* _REQUIREMENT_: Please repeat the records beneath this task exactly as they appear, but skip the images.

* _RECORDS SUPPLIED_:

---

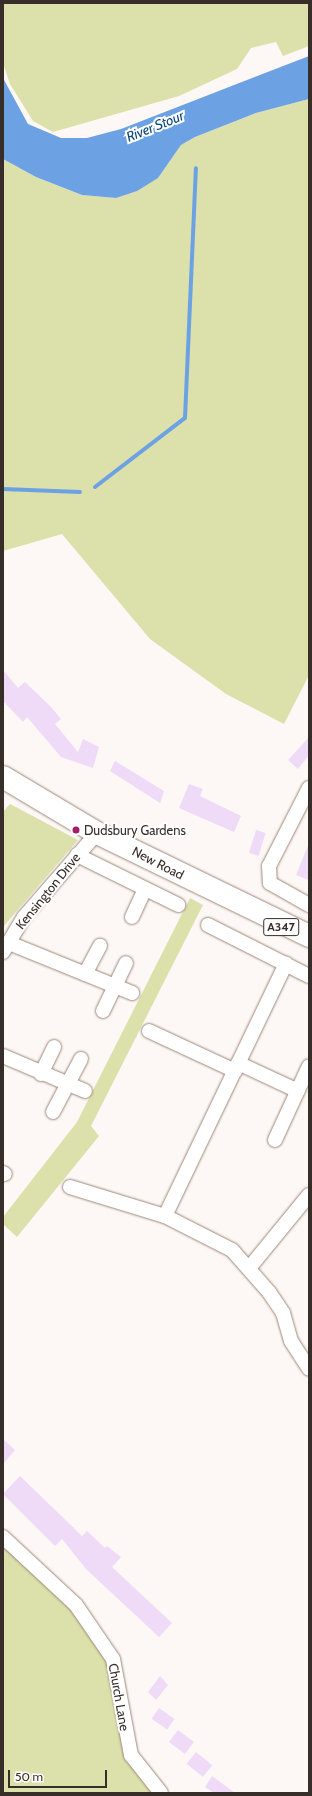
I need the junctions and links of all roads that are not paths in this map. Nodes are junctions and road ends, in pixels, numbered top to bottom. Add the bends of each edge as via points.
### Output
1 (3, 777) edge
2 (309, 788) edge
3 (97, 833) junction
4 (77, 855) junction
5 (145, 889) junction
6 (178, 905) dead end
7 (309, 905) edge
8 (252, 910) junction
9 (132, 917) dead end
10 (208, 925) dead end
11 (309, 936) edge
12 (309, 945) edge
13 (100, 946) dead end
14 (6, 947) edge
15 (126, 963) dead end
16 (286, 964) junction
17 (85, 974) junction
18 (309, 976) edge
19 (116, 986) junction
20 (132, 993) dead end
21 (103, 1011) dead end
22 (149, 1031) dead end
23 (54, 1047) dead end
24 (3, 1056) edge
25 (81, 1059) dead end
26 (309, 1066) edge
27 (237, 1067) junction
28 (41, 1074) junction
29 (68, 1085) junction
30 (298, 1091) junction
31 (84, 1092) dead end
32 (52, 1112) dead end
33 (275, 1140) dead end
34 (70, 1187) dead end
35 (309, 1195) edge
36 (165, 1216) junction
37 (250, 1267) junction
38 (308, 1365) edge
39 (3, 1537) edge
40 (161, 1793) edge

1 - 3 main road, New Road / A347
2 - 7 street via 269,866 270,883
3 - 4 street, Kensington Drive
3 - 8 main road, New Road / A347
4 - 5 street
4 - 14 street, Kensington Drive via 24,917
5 - 6 street
5 - 9 street
8 - 11 main road, New Road / A347
8 - 12 main road, New Road / A347
10 - 16 street
13 - 17 street
14 - 17 street
15 - 19 street
16 - 18 street
16 - 27 street
17 - 19 street
19 - 20 street
19 - 21 street
22 - 27 street
23 - 28 street
24 - 28 street
25 - 29 street
26 - 30 street
27 - 30 street
27 - 36 street
28 - 29 street
29 - 31 street
29 - 32 street
30 - 33 street
34 - 36 street
35 - 37 street
36 - 37 street via 232,1250
37 - 38 street via 283,1313 291,1341
39 - 40 street, Church Lane via 76,1604 113,1659 131,1755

---

* _ANSWER FOR THE TASK_:
I need the junctions and links of all roads that are not paths in this map. Nodes are junctions and road ends, in pixels, numbered top to bottom. Add the bends of each edge as via points.
### Output
1 (3, 777) edge
2 (309, 788) edge
3 (97, 833) junction
4 (77, 855) junction
5 (145, 889) junction
6 (178, 905) dead end
7 (309, 905) edge
8 (252, 910) junction
9 (132, 917) dead end
10 (208, 925) dead end
11 (309, 936) edge
12 (309, 945) edge
13 (100, 946) dead end
14 (6, 947) edge
15 (126, 963) dead end
16 (286, 964) junction
17 (85, 974) junction
18 (309, 976) edge
19 (116, 986) junction
20 (132, 993) dead end
21 (103, 1011) dead end
22 (149, 1031) dead end
23 (54, 1047) dead end
24 (3, 1056) edge
25 (81, 1059) dead end
26 (309, 1066) edge
27 (237, 1067) junction
28 (41, 1074) junction
29 (68, 1085) junction
30 (298, 1091) junction
31 (84, 1092) dead end
32 (52, 1112) dead end
33 (275, 1140) dead end
34 (70, 1187) dead end
35 (309, 1195) edge
36 (165, 1216) junction
37 (250, 1267) junction
38 (308, 1365) edge
39 (3, 1537) edge
40 (161, 1793) edge

1 - 3 main road, New Road / A347
2 - 7 street via 269,866 270,883
3 - 4 street, Kensington Drive
3 - 8 main road, New Road / A347
4 - 5 street
4 - 14 street, Kensington Drive via 24,917
5 - 6 street
5 - 9 street
8 - 11 main road, New Road / A347
8 - 12 main road, New Road / A347
10 - 16 street
13 - 17 street
14 - 17 street
15 - 19 street
16 - 18 street
16 - 27 street
17 - 19 street
19 - 20 street
19 - 21 street
22 - 27 street
23 - 28 street
24 - 28 street
25 - 29 street
26 - 30 street
27 - 30 street
27 - 36 street
28 - 29 street
29 - 31 street
29 - 32 street
30 - 33 street
34 - 36 street
35 - 37 street
36 - 37 street via 232,1250
37 - 38 street via 283,1313 291,1341
39 - 40 street, Church Lane via 76,1604 113,1659 131,1755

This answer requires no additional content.